Morocco World News
Taroudant, Morocco, April 24, 2012
At a time when Moroccans were waiting to see the newly elected government make serious decisions that would have a direct positive impact on their daily lives, they were taken aback by a series of decrees from various ministers that have nothing to do with the needs of the underprivileged, illiterate, unemployed and homeless Moroccans. The recent decree that prompted dismay and disgruntlement among public sector employees was a circular sent by Mr. Lahcen Daoudi, the Minister of Higher Education and Scientific Research, to the heads of universities, on April 10, 2012 which prohibits all public sector employees from completing their higher studies in Master Programs.
The present government in its recent resolution in the words of Mr. Lahcen Daoudi continues the series of human rights violations by depriving the public sector employees of the right to enroll in Masters programs. What is the purpose of preventing employees of this right, one that is guaranteed by the country’s constitution and international conventions, other than just to promote a culture of apathy and encourage moral decadence? On what basis can they prevent a person from obtaining an advanced degree? Is there a nation on earth that bans its own citizens from the resources of education for advancing their lives and contributing to the development of their country?
The main expected goal of the newly elected government, in addition to encouraging education was to fight corruption, cheating and to reform the decaying curriculum found in its universities. With the lack of clear regulations, university students are at the mercy of the moody character of some of their teachers. Most universities are in chaos and barely manage students’ affairs because of the insufficiency of assistants and administrators. University teachers are suffering from crowded classes, lack of speakers that project through entire lecture halls and disciplinary problems. These, I believe, are the main issues that have to be at the heart of the concerns of the government.
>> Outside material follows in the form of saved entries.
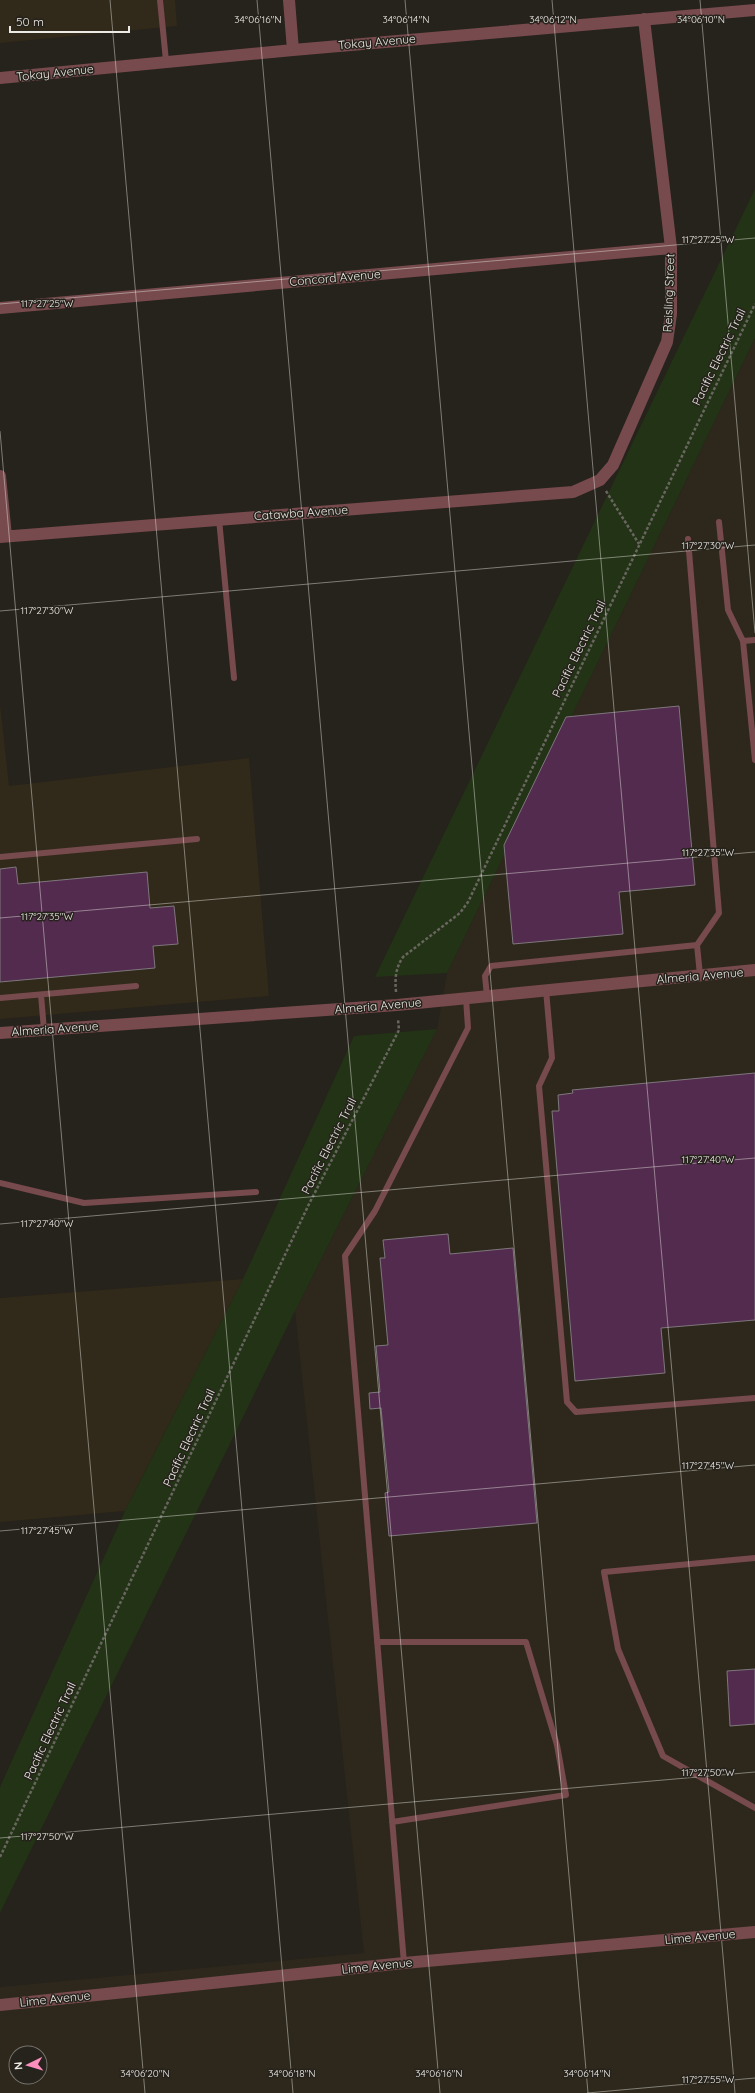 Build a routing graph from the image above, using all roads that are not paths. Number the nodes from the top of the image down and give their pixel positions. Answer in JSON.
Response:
{"nodes":[{"id":1,"x":160,"y":0,"type":"edge"},
{"id":2,"x":289,"y":0,"type":"edge"},
{"id":3,"x":755,"y":10,"type":"edge"},
{"id":4,"x":644,"y":19,"type":"junction"},
{"id":5,"x":293,"y":50,"type":"junction"},
{"id":6,"x":166,"y":62,"type":"junction"},
{"id":7,"x":0,"y":78,"type":"edge"},
{"id":8,"x":671,"y":248,"type":"junction"},
{"id":9,"x":0,"y":308,"type":"edge"},
{"id":10,"x":0,"y":476,"type":"edge"},
{"id":11,"x":600,"y":480,"type":"joint"},
{"id":12,"x":219,"y":519,"type":"junction"},
{"id":13,"x":719,"y":522,"type":"dead end"},
{"id":14,"x":3,"y":537,"type":"edge"},
{"id":15,"x":688,"y":539,"type":"dead end"},
{"id":16,"x":755,"y":640,"type":"edge"},
{"id":17,"x":743,"y":641,"type":"junction"},
{"id":18,"x":234,"y":678,"type":"dead end"},
{"id":19,"x":755,"y":760,"type":"edge"},
{"id":20,"x":198,"y":839,"type":"dead end"},
{"id":21,"x":0,"y":857,"type":"edge"},
{"id":22,"x":696,"y":945,"type":"junction"},
{"id":23,"x":755,"y":970,"type":"edge"},
{"id":24,"x":700,"y":976,"type":"junction"},
{"id":25,"x":136,"y":986,"type":"dead end"},
{"id":26,"x":546,"y":990,"type":"junction"},
{"id":27,"x":41,"y":995,"type":"junction"},
{"id":28,"x":487,"y":996,"type":"junction"},
{"id":29,"x":0,"y":998,"type":"edge"},
{"id":30,"x":466,"y":998,"type":"junction"},
{"id":31,"x":44,"y":1030,"type":"junction"},
{"id":32,"x":0,"y":1033,"type":"edge"},
{"id":33,"x":0,"y":1183,"type":"edge"},
{"id":34,"x":256,"y":1192,"type":"dead end"},
{"id":35,"x":755,"y":1398,"type":"edge"},
{"id":36,"x":755,"y":1558,"type":"edge"},
{"id":37,"x":377,"y":1642,"type":"junction"},
{"id":38,"x":755,"y":1808,"type":"edge"},
{"id":39,"x":392,"y":1822,"type":"junction"},
{"id":40,"x":755,"y":1932,"type":"edge"},
{"id":41,"x":404,"y":1963,"type":"junction"},
{"id":42,"x":0,"y":2005,"type":"edge"}],
"edges":[{"from":1,"to":6,"type":"lane"},
{"from":2,"to":5,"type":"street"},
{"from":3,"to":4,"type":"street","name":"Tokay Avenue"},
{"from":4,"to":5,"type":"street","name":"Tokay Avenue"},
{"from":4,"to":8,"type":"street","name":"Reisling Street"},
{"from":5,"to":6,"type":"street","name":"Tokay Avenue"},
{"from":6,"to":7,"type":"street","name":"Tokay Avenue"},
{"from":8,"to":9,"type":"street","name":"Concord Avenue"},
{"from":8,"to":11,"type":"street","name":"Reisling Street"},
{"from":10,"to":14,"type":"street"},
{"from":11,"to":12,"type":"street","name":"Catawba Avenue"},
{"from":12,"to":14,"type":"street","name":"Catawba Avenue"},
{"from":12,"to":18,"type":"lane"},
{"from":13,"to":17,"type":"lane"},
{"from":15,"to":22,"type":"lane"},
{"from":16,"to":17,"type":"lane"},
{"from":17,"to":19,"type":"lane"},
{"from":20,"to":21,"type":"lane"},
{"from":22,"to":24,"type":"lane"},
{"from":22,"to":28,"type":"lane"},
{"from":23,"to":24,"type":"street","name":"Almeria Avenue"},
{"from":24,"to":26,"type":"street","name":"Almeria Avenue"},
{"from":25,"to":27,"type":"lane"},
{"from":26,"to":28,"type":"street","name":"Almeria Avenue"},
{"from":26,"to":35,"type":"lane"},
{"from":27,"to":29,"type":"lane"},
{"from":27,"to":31,"type":"lane"},
{"from":28,"to":30,"type":"street","name":"Almeria Avenue"},
{"from":30,"to":31,"type":"street","name":"Almeria Avenue"},
{"from":30,"to":37,"type":"lane"},
{"from":31,"to":32,"type":"street","name":"Almeria Avenue"},
{"from":33,"to":34,"type":"lane"},
{"from":36,"to":38,"type":"lane"},
{"from":37,"to":39,"type":"lane"},
{"from":37,"to":39,"type":"lane"},
{"from":39,"to":41,"type":"lane"},
{"from":40,"to":41,"type":"street","name":"Lime Avenue"},
{"from":41,"to":42,"type":"street","name":"Lime Avenue"}]}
But somehow we got this other decree, instead.
I should remind those in charge of such blameworthy decrees that Morocco is, like never before, in desperate need of people with high potential and distinguished skills. Any country that respects itself puts education–primarily the training of educators–at the top of its priorities. Since teachers are responsible for teaching and educating students who will, later on, be able to function positively and contribute to society, they are the ones most in dire need of Master programs and advanced training to provide them with enlightened knowledge, innovative techniques and advanced strategies to cope with the challenging tasks they are up against.
There is no glittering future for any country who despises its teachers and educators. Any nation that doesn’t consider education its main duty is implicitly paving the way for moral decadence, indirectly announcing its own social decline and at the end will find itself struggling in the heart of darkness.
I stood enthralled and delighted when I learned from one of my friends living in America that she enrolled last year in a university programme at the age of fifty. At the same time I felt sorry for our government to see that it is instead inventing new tricks to block a category of people from obtaining similar levels of knowledge, especially that the explicit platform of the ruling party advocates the pursuit of knowledge from cradle to grave.